Pingree was gathering information and awaiting results from a poll that was supposed to be completed Tuesday night by the Democratic Senatorial Campaign Committee.
Her husband, S. Donald Sussman, a frequent Democratic donor, is buying a 5 percent equity stake in MaineToday Media, which owns The Portland Press Herald/Maine Sunday Telegram, the Kennebec Journal in Augusta, the Morning Sentinel in Waterville and other media outlets.
Former Gov. John Baldacci, a Democrat, also is considering running for the Senate seat.
The leading Republicans in the race appear to be former Maine Senate President Rick Bennett, state Attorney General William Schneider, state Treasurer Bruce Poliquin, state Sen. Debra Plowman of Hampden and Secretary of State Charlie Summers.
Party candidates have until March 15 to submit at least 2,000 voter signatures to get on the June 12 primary ballot. Independents have until June 1 to submit at least 4,000 signatures to get on November's general election ballot.
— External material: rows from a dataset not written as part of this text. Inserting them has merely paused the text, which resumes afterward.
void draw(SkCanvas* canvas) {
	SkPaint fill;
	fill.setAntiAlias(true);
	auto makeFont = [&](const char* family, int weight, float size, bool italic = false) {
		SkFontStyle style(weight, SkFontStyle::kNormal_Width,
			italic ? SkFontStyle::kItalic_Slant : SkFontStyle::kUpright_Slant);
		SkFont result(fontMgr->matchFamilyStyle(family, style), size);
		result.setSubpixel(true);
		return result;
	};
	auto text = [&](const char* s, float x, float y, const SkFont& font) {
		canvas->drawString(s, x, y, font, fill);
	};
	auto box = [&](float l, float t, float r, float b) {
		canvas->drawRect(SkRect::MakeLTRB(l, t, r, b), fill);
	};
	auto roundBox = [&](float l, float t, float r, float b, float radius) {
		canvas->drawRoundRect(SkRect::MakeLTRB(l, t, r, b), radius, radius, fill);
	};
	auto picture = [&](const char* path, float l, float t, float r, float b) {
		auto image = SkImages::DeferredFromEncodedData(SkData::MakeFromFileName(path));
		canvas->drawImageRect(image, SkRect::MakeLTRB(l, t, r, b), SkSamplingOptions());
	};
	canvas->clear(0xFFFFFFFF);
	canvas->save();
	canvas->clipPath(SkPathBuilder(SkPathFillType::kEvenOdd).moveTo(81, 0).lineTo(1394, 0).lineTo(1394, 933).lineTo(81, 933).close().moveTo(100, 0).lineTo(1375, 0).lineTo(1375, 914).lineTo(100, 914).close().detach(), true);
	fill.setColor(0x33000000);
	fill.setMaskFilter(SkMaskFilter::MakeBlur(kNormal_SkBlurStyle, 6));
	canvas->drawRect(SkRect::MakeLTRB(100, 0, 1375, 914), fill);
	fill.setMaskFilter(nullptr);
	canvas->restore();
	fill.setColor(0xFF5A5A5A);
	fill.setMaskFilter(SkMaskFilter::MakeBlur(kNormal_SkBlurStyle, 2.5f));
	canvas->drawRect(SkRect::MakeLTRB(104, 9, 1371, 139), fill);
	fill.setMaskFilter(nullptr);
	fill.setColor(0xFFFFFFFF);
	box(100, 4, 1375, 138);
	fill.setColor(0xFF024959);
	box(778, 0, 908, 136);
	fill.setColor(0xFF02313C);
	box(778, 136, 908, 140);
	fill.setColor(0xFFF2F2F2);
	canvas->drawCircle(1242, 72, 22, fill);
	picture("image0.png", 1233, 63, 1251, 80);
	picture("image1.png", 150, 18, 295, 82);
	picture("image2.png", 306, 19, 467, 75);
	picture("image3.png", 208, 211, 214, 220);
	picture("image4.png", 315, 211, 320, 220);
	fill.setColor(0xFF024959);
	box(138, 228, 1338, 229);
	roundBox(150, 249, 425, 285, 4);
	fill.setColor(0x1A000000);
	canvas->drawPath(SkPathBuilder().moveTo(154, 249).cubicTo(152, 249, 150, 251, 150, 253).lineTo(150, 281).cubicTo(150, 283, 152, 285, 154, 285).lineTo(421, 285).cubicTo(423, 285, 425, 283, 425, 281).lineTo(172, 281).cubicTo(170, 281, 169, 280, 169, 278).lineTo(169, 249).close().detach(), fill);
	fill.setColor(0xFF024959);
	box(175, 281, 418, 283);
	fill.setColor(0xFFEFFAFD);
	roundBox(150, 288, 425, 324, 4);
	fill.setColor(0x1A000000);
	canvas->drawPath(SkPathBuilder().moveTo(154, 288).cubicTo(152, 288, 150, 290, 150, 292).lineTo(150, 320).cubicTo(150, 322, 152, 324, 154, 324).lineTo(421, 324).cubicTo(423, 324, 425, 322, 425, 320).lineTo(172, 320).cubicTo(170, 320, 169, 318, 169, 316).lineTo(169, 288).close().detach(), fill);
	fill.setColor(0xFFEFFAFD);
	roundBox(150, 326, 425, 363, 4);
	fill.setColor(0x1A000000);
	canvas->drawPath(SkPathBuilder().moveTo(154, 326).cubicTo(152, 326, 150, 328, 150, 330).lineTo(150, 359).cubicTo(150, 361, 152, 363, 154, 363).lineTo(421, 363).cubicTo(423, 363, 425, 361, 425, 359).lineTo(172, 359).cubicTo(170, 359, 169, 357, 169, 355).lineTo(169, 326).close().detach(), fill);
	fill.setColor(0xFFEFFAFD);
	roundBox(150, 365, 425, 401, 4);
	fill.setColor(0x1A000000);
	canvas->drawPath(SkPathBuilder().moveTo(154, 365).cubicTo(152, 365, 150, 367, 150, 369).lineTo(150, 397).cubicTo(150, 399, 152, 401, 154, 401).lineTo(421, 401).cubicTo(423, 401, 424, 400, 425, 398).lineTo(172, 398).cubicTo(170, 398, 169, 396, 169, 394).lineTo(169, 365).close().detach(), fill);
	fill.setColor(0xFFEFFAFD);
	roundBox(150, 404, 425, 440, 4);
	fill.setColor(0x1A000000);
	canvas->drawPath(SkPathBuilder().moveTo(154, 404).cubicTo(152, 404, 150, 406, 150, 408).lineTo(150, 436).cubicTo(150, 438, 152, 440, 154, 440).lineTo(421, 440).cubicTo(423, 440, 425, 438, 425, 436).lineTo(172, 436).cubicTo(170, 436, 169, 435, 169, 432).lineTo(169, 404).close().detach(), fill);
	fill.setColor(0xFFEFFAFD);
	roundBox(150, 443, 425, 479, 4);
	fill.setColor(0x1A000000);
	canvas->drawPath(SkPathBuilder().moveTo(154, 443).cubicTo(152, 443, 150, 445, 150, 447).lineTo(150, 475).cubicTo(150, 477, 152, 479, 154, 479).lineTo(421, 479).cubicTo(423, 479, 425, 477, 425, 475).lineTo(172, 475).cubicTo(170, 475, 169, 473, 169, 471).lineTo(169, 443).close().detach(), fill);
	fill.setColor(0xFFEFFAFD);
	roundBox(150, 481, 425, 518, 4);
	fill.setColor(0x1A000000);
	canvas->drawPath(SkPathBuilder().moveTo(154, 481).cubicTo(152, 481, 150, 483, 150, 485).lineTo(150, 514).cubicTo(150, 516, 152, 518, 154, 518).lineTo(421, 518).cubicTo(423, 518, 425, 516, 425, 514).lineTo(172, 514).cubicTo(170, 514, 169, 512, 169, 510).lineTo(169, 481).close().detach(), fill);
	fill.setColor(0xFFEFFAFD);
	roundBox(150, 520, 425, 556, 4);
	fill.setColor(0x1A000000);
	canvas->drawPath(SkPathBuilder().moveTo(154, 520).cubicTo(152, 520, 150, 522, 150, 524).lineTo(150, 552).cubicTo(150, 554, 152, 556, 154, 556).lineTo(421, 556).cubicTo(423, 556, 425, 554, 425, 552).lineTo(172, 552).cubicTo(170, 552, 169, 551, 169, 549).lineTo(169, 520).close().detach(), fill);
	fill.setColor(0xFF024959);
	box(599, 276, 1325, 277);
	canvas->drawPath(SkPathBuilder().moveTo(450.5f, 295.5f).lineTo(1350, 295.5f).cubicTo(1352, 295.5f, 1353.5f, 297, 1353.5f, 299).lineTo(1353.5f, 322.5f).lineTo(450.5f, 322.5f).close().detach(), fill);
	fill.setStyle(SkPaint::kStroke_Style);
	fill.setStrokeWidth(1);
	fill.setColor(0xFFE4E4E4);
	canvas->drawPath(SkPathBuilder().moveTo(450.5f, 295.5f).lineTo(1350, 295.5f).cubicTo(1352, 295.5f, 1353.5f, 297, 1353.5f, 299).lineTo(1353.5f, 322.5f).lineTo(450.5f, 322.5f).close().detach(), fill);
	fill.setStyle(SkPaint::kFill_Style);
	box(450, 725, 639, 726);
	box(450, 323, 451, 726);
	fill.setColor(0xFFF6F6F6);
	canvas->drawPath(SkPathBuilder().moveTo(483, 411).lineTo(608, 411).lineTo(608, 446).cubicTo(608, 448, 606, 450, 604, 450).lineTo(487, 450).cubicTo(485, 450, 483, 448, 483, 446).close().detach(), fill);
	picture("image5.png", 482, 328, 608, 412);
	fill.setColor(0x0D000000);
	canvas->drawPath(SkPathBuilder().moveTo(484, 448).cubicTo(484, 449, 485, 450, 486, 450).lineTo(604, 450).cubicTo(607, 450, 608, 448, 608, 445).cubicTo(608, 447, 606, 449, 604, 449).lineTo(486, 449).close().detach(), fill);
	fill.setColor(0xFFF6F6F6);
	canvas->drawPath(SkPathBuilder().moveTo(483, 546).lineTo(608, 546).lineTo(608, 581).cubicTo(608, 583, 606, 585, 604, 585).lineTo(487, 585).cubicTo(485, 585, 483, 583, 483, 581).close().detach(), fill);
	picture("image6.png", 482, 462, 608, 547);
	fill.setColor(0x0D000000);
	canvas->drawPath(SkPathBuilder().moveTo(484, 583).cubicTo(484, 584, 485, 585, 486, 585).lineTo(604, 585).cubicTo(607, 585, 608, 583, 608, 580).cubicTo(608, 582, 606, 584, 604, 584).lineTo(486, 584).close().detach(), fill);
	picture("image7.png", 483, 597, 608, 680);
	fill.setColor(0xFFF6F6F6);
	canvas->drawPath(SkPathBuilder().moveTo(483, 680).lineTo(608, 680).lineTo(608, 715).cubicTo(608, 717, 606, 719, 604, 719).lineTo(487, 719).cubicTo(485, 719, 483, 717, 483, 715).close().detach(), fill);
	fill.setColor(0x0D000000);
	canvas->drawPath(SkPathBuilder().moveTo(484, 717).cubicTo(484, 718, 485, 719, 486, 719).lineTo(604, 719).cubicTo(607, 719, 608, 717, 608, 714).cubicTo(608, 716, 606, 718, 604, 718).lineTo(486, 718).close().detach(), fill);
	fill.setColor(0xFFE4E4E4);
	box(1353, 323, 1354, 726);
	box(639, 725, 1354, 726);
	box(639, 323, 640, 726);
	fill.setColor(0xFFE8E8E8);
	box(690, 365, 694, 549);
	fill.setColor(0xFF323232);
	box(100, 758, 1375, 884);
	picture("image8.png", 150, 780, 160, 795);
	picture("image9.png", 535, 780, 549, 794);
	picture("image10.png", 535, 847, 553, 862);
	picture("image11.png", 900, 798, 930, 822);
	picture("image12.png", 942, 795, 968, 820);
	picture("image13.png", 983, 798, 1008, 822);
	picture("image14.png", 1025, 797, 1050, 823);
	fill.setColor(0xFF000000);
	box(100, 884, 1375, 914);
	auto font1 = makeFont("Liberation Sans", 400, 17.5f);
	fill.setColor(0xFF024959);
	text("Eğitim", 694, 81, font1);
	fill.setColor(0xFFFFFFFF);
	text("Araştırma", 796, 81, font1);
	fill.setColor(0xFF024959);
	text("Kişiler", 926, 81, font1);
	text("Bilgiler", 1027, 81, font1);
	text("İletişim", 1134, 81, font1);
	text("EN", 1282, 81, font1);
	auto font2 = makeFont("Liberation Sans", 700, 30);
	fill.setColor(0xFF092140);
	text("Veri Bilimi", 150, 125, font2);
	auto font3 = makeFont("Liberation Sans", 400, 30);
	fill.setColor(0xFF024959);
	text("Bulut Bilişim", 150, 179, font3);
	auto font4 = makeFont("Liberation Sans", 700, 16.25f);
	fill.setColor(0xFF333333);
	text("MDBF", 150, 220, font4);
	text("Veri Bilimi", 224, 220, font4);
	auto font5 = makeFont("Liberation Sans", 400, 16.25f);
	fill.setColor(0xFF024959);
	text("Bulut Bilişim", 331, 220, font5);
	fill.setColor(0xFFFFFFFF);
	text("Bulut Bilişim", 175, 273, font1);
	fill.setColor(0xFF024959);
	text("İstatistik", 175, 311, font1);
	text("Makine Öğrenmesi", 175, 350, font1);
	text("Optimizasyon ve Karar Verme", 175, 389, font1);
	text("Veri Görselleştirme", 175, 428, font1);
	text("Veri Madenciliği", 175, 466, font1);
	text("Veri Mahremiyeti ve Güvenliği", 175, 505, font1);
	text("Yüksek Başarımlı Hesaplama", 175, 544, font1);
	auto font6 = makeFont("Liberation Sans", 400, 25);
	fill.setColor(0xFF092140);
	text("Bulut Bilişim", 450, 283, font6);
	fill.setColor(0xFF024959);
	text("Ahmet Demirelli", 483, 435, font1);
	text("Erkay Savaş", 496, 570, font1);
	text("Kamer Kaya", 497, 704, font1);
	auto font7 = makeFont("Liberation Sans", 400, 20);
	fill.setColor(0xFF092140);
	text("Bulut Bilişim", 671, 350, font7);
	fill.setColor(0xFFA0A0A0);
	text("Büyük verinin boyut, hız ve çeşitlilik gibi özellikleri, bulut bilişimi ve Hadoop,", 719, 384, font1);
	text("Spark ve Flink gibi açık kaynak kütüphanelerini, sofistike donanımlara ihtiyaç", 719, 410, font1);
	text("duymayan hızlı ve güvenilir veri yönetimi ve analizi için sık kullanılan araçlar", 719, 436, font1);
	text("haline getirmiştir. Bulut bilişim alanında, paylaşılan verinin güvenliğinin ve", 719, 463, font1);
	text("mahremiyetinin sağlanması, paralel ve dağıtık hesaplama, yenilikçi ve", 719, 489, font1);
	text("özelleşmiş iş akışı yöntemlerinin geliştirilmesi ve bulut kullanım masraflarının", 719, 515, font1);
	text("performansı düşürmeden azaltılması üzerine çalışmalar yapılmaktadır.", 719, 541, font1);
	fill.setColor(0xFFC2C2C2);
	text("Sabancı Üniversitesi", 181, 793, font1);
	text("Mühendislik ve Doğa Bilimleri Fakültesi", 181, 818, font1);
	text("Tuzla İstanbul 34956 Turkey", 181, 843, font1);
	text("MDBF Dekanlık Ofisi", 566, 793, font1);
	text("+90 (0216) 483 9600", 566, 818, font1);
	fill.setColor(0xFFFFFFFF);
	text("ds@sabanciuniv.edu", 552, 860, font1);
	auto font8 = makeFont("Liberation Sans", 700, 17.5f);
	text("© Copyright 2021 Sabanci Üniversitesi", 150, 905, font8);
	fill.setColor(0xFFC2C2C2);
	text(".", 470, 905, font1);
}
Snowe, who has held the Senate seat since 1995, surprised the political word last week when she announced that she would not run for re-election. She expressed frustration about working in the Senate, which she said has become dysfunctional because of the polarization of the political parties.
King said Tuesday that he respects Snowe for making that decision. He said Mainers should express their frustration with party politics by sending an independent to Washington.
King would have a clearer path to victory without Pingree in the race. In addition to the political calculation, there is a personal one: King and Pingree are friends. King spent last Thanksgiving with Pingree and her family and close friends at her home in North Haven.
Pingree said her decision won't be personal because the stakes are too high. The race in Maine could determine whether Democrats hold their majority in the Senate.
"One of the biggest reasons I was thinking about (running) was because the balance of the United States Senate rests on this seat and I think, in a head-to-head, no question about it, I have the best shot of winning. A three-way race just makes that more complicated."